OAK HILL — Adam Payne and a friend worked alone on top of the mountain overlooking ACE Adventure Resort, in Fayette County, moving picnic tables and assembling 6-by-6-foot “pods” out of PVC and orange safety netting.
For Payne, a talent buyer for the 123 Pleasant Street performance venue in Morgantown, the pods were part of the process of keeping people safe for its upcoming Halloween concert Oct. 31.
“We’re keeping people together and reducing exposure. You’ll go in your pod, and that’s where you’ll need to stay,” Payne said. “We’ll have servers coming around. The beer will come to you and everybody stays safe.”
At least, he said, they’re trying.
After a long break, live music is again being heard in the mountains. Live concerts, which were forbidden in the early stages of the pandemic, are now allowed, albeit under specific circumstances.
It’s not a total lifting of restrictions. There are no shows on the horizon for the Charleston Coliseum, the Clay Center for the Performing Arts or at the corner bar — but some concerts may be held outside.
Outdoor performance spaces are limited to 25% capacity or a total of 250 attendees, whichever is less.
There’s also a slew of rules, many of which mirror what restaurants are observing. Staff members must be screened for symptoms as they report for work. Social distancing between attendees has to be reasonably maintained, and contact between guests and the staff is to be minimized.
Putting on a show during the pandemic requires more work, but Payne said he and others are willing to do it just to get West Virginia musicians back to work.
“West Virginia was really behind other states with this,” he said. “Other places opened up a lot more for music earlier and put together plans. It’s been really hard for the music industry in West Virginia.”
As the state began allowing high school and college sports, and tourism activity such as whitewater rafting, Payne said, the music community thought allowances for some music also might be made, but they weren’t.
“That seemed really unfair to us,” Payne said.
This led to the formation of West Virginia Bands Together, a group of musicians and local music industry people that lobbied state government officials to set guidelines that would allow musicians to play.
Representatives from West Virginia’s music community made their case with Dr. Clay Marsh, the state’s coronavirus czar, and spoke with Chelsea Ruby, West Virginia’s tourism commissioner.
“We called the Governor’s Office every week,” Payne said.
Progress was slow. At the end of September, the group announced an Oct. 3 protest in Morgantown.
The day before the protest, Gov. Jim Justice acknowledged the complaints and suggested that an announcement about lifting the music ban was coming soon.
The protest went on as planned, and Justice released guidelines for concerts the following Monday.
As soon as he knew what specifically had to be done to put on a show, Payne announced the Halloween performance at ACE. Plans for the concert had been in the works for weeks, with bands in a holding pattern, awaiting confirmation to go forward.

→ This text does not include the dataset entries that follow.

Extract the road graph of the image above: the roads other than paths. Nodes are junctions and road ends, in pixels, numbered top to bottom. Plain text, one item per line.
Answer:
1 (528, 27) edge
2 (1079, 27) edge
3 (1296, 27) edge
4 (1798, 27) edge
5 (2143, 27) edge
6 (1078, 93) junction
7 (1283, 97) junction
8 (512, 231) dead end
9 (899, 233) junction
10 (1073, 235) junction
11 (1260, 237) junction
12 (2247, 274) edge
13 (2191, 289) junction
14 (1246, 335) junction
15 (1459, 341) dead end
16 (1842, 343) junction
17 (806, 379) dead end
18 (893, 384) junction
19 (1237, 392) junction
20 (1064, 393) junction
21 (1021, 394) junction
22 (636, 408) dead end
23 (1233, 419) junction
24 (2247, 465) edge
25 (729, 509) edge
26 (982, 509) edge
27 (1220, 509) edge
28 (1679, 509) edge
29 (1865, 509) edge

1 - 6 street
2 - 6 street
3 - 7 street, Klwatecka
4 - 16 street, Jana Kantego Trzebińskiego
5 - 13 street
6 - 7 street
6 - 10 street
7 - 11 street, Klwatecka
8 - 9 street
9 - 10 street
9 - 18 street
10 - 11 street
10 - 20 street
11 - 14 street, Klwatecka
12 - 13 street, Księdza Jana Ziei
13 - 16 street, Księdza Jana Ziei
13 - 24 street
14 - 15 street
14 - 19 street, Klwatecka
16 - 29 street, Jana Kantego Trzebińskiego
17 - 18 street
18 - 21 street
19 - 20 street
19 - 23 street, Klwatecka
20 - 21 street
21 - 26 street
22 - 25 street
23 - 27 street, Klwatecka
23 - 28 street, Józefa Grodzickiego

The Halloween show, Saxual Heal-O-Ween, will feature area bands like Fletcher’s Grove, The Company Stores and Litz.
The headliner is internet sensation Saxsquatch. Formerly the saxophonist for the Marcus King Band, Saxsquatch (Dean Mitchell) plays cover tunes while dressed as Bigfoot.
“He’s really blown up since COVID,” Payne said. “He had the No. 2 streaming show, right behind the Grand Ole Opry with Brad Paisley and Carrie Underwood — and they’re superstars.”

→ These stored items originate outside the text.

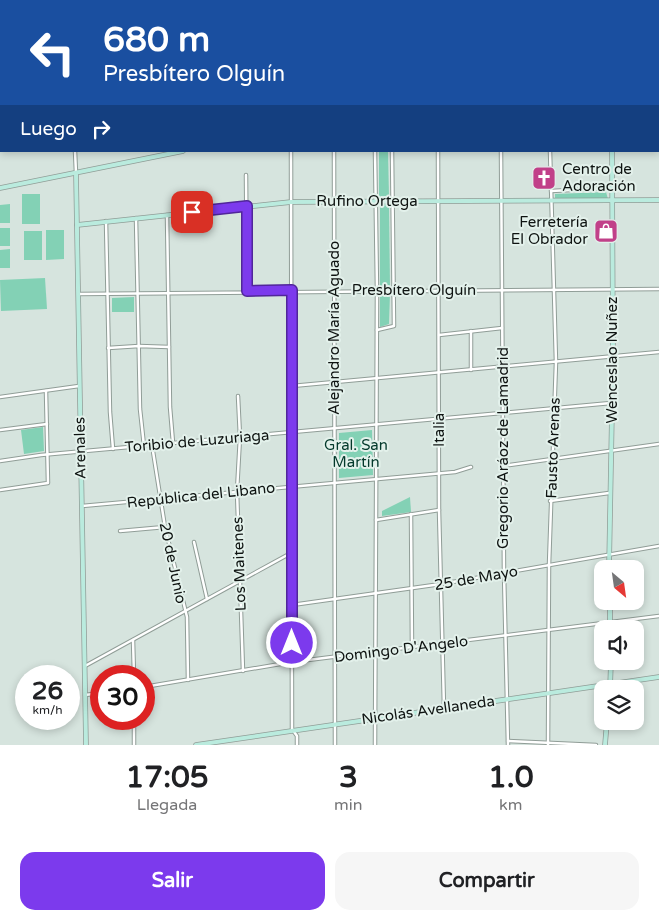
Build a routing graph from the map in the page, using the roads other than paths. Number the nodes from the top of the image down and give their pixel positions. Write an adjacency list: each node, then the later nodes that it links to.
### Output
1 (75, 152): 11 (street, Arenales)
2 (178, 152): 11 (street)
3 (291, 152): 24 (street)
4 (334, 152): 23 (street, Alejandro María Aguado)
5 (375, 152): 17 (street)
6 (392, 152): 18 (street)
7 (438, 152): 19 (street, Italia)
8 (501, 152): 20 (street, Gregorio Aráoz de Lamadrid)
9 (550, 152): 15 (street, Fausto Arenas)
10 (612, 152): 14 (street, Wenceslao Nuñez)
11 (76, 173): 13 (street); 29 (street, Arenales)
12 (246, 175): 25 (street)
13 (0, 188)
14 (611, 188): 15 (street); 21 (street, Wenceslao Nuñez)
15 (551, 191): 16 (street, Fausto Arenas)
16 (551, 199): 20 (street, Rufino Ortega); 21 (street, Rufino Ortega); 30 (street, Fausto Arenas)
17 (375, 200): 18 (street, Rufino Ortega); 23 (street, Rufino Ortega); 34 (street)
18 (393, 200): 19 (street, Rufino Ortega); 35 (street)
19 (438, 200): 20 (street, Rufino Ortega); 36 (street, Italia)
20 (501, 200): 37 (street, Gregorio Aráoz de Lamadrid)
21 (611, 200): 22 (street, Rufino Ortega); 31 (street, Wenceslao Nuñez)
22 (659, 200)
23 (334, 201): 24 (street, Rufino Ortega); 39 (street, Alejandro María Aguado)
24 (291, 202): 25 (street, Rufino Ortega); 33 (street)
25 (247, 206): 26 (street, Rufino Ortega); 38 (street)
26 (168, 214): 27 (street, Rufino Ortega); 40 (street)
27 (136, 218): 28 (street, Rufino Ortega); 42 (street)
28 (106, 221): 29 (street, Rufino Ortega); 41 (street)
29 (77, 225): 43 (street, Arenales)
30 (554, 289): 31 (street, Presbítero Olguín); 37 (street, Presbítero Olguín); 53 (street, Fausto Arenas)
31 (612, 289): 32 (street, Presbítero Olguín); 52 (street, Wenceslao Nuñez)
32 (659, 289)
33 (292, 290): 38 (street, Presbítero Olguín); 39 (street, Presbítero Olguín); 60 (street)
34 (377, 290): 35 (street, Presbítero Olguín); 39 (street, Presbítero Olguín); 45 (street)
35 (394, 290): 36 (street, Presbítero Olguín); 45 (street)
36 (439, 290): 37 (street, Presbítero Olguín); 47 (street, Italia)
37 (501, 290): 44 (street, Gregorio Aráoz de Lamadrid)
38 (247, 291): 40 (street, Presbítero Olguín)
39 (334, 291): 58 (street, Alejandro María Aguado)
40 (168, 292): 42 (street, Presbítero Olguín); 49 (street)
41 (108, 293): 42 (street, Presbítero Olguín); 43 (street, Presbítero Olguín); 50 (street)
42 (138, 293): 48 (street)
43 (79, 294): 59 (street, Arenales)
44 (502, 328): 46 (street); 54 (street, Gregorio Aráoz de Lamadrid)
45 (377, 330): 57 (street)
46 (471, 331): 47 (street); 55 (street)
47 (439, 335): 56 (street, Italia)
48 (138, 346): 49 (street); 50 (street); 76 (street)
49 (169, 347): 74 (street)
50 (108, 348): 78 (street)
51 (659, 352): 52 (street)
52 (613, 356): 53 (street); 64 (street, Wenceslao Nuñez)
53 (556, 362): 54 (street); 65 (street, Fausto Arenas)
54 (503, 367): 55 (street); 66 (street, Gregorio Aráoz de Lamadrid)
55 (471, 370): 56 (street)
56 (439, 373): 57 (street); 67 (street, Italia)
57 (376, 379): 58 (street); 69 (street)
58 (334, 382): 60 (street); 70 (street, Alejandro María Aguado)
59 (79, 386): 61 (street); 80 (street, Arenales)
60 (292, 386): 72 (street)
61 (46, 391): 63 (street); 68 (street)
62 (238, 396): 73 (street, Los Maitenes)
63 (0, 397)
64 (613, 403): 65 (street, Toribio de Luzuriaga); 79 (street, Wenceslao Nuñez)
65 (554, 409): 66 (street, Toribio de Luzuriaga); 82 (street, Fausto Arenas)
66 (503, 414): 67 (street, Toribio de Luzuriaga); 84 (street, Gregorio Aráoz de Lamadrid)
67 (439, 419): 69 (street, Toribio de Luzuriaga); 86 (street, Italia)
68 (46, 424): 71 (street); 81 (street)
69 (376, 424): 70 (street, Toribio de Luzuriaga); 87 (street)
70 (334, 429): 72 (street, Toribio de Luzuriaga); 88 (street, Alejandro María Aguado)
71 (0, 430)
72 (292, 432): 73 (street, Toribio de Luzuriaga); 89 (street)
73 (240, 437): 74 (street, Toribio de Luzuriaga); 91 (street, Los Maitenes)
74 (174, 443): 77 (street, Toribio de Luzuriaga)
75 (659, 444): 79 (street)
76 (144, 446): 77 (street, Toribio de Luzuriaga); 78 (street, Toribio de Luzuriaga)
77 (152, 446): 93 (street, 20 de Junio)
78 (113, 449): 80 (street, Toribio de Luzuriaga)
79 (611, 451): 82 (street); 92 (street, Wenceslao Nuñez)
80 (80, 452): 81 (street, Toribio de Luzuriaga); 95 (street, Arenales)
81 (47, 455): 83 (street, Toribio de Luzuriaga); 90 (street)
82 (552, 459): 84 (street); 94 (street, Fausto Arenas)
83 (0, 461)
84 (503, 466): 107 (street, Gregorio Aráoz de Lamadrid)
85 (471, 467): 86 (street, República del Libano)
86 (439, 473): 87 (street, República del Libano); 96 (street, Italia)
87 (376, 478): 88 (street, República del Libano); 98 (street)
88 (334, 482): 89 (street, República del Libano); 113 (street, Alejandro María Aguado)
89 (292, 486): 91 (street, República del Libano); 103 (street)
90 (0, 490)
91 (236, 491): 93 (street, República del Libano); 108 (street, Los Maitenes)
92 (609, 493): 94 (street); 104 (street, Wenceslao Nuñez)
93 (160, 500): 95 (street, República del Libano); 99 (street, 20 de Junio)
94 (550, 501): 106 (street, Fausto Arenas)
95 (81, 506): 128 (street, Arenales)
96 (439, 510): 97 (street); 109 (street, Italia)
97 (411, 514): 98 (street); 110 (street)
98 (376, 520): 111 (street)
99 (165, 527): 100 (street); 115 (street, 20 de Junio)
100 (120, 531)
101 (194, 542): 112 (street)
102 (659, 546): 104 (street, 25 de Mayo)
103 (292, 552): 108 (street); 114 (street)
104 (609, 555): 105 (street, Wenceslao Nuñez); 106 (street, 25 de Mayo)
105 (609, 560)
106 (548, 566): 107 (street, 25 de Mayo); 119 (street, Fausto Arenas)
107 (504, 573): 109 (street, 25 de Mayo); 120 (street, Gregorio Aráoz de Lamadrid)
108 (240, 580): 112 (street); 129 (street, Los Maitenes)
109 (440, 584): 110 (street, 25 de Mayo); 122 (street, Italia)
110 (411, 589): 111 (street, 25 de Mayo); 123 (street)
111 (376, 594): 113 (street, 25 de Mayo); 124 (street)
112 (207, 599): 115 (street)
113 (334, 599): 114 (street, 25 de Mayo); 125 (street, Alejandro María Aguado)
114 (292, 605): 126 (street)
115 (184, 612): 121 (street); 131 (street, 20 de Junio)
116 (659, 616): 117 (street, Domingo D'Angelo)
117 (631, 620)
118 (594, 625): 119 (street, Domingo D'Angelo)
119 (547, 632): 120 (street, Domingo D'Angelo); 135 (street, Fausto Arenas)
120 (505, 637): 122 (street, Domingo D'Angelo); 138 (street, Gregorio Aráoz de Lamadrid)
121 (133, 640): 127 (street); 128 (street)
122 (442, 645): 123 (street, Domingo D'Angelo); 139 (street, Italia)
123 (412, 649): 124 (street, Domingo D'Angelo)
124 (376, 653): 125 (street, Domingo D'Angelo); 140 (street)
125 (335, 657): 126 (street, Domingo D'Angelo); 141 (street, Alejandro María Aguado)
126 (292, 662): 129 (street, Domingo D'Angelo); 142 (street)
127 (134, 665)
128 (84, 667): 137 (street, Arenales)
129 (243, 671): 131 (street, Domingo D'Angelo)
130 (659, 677): 132 (street, Nicolás Avellaneda)
131 (188, 680): 133 (street, Domingo D'Angelo)
132 (643, 680)
133 (155, 684)
134 (594, 688): 135 (street, Nicolás Avellaneda)
135 (548, 693): 138 (street, Nicolás Avellaneda); 146 (street, Fausto Arenas)
136 (90, 694): 137 (street)
137 (85, 695): 147 (street, Arenales)
138 (506, 699): 139 (street, Nicolás Avellaneda); 145 (street, Gregorio Aráoz de Lamadrid)
139 (444, 708): 140 (street, Nicolás Avellaneda)
140 (376, 718): 141 (street, Nicolás Avellaneda); 152 (street)
141 (334, 724): 142 (street, Nicolás Avellaneda); 151 (street, Alejandro María Aguado)
142 (292, 729): 149 (street, Nicolás Avellaneda); 150 (street)
143 (134, 730): 148 (street)
144 (606, 730): 154 (street)
145 (508, 743): 146 (street)
146 (548, 744): 153 (street)
147 (86, 745)
148 (134, 745)
149 (196, 745)
150 (297, 745)
151 (335, 745)
152 (376, 745)
153 (596, 745)
154 (605, 745)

Since the concert at ACE Adventure Resort was announced, a few more music events have sprung up, including “Hollerween 2020,” on Oct. 30, at The Bucket in Dunbar, which recently built an outdoor concert area.
Payne promises a fun show with Saxsquatch.
Under different circumstances, this kind of show at ACE Adventure Resort would draw several thousand people. Payne said they’re selling 200 tickets, starting at $160 for a pair, which includes a picnic table and a campsite for the evening.
Other packages are for groups of four, six and eight people.
The price is higher than usual, but Payne said he had to bring in more staff and build the pods from scratch.
“We’re looking at putting out about 50 to 60 pods,” Payne said.
If things go well, he said, he’ll reuse the pods for later shows.
“We all think we’re going to be living with COVID for a while,” he said.
There might not be many shows in the immediate future. With cooler temperatures moving in, opportunities for outdoor events likely will dwindle until the spring.
Payne said he and others are still working on a path forward to get music back into clubs and restaurants. He has a plan for 123 Pleasant Street that includes streaming live performances with local bands and using Zoom meetings to provide interaction. That will come later, though.
In the meantime, Payne is headed out on the road with Saxsquatch after being hired as the performer’s tour manager.
Two weeks out, Payne said the Saxual Heal-O-Ween show at ACE Adventure Resort is at 70% capacity. If restrictions had been lifted or concert guidelines set a little earlier, Payne said, the show likely already would have been sold out.
“I had guys tell me, ‘Man, we totally would have done this,’ but we made plans just a couple of days ago,” Payne said, “Halloween is always kind of a risk for artists. There’s always so much going on.”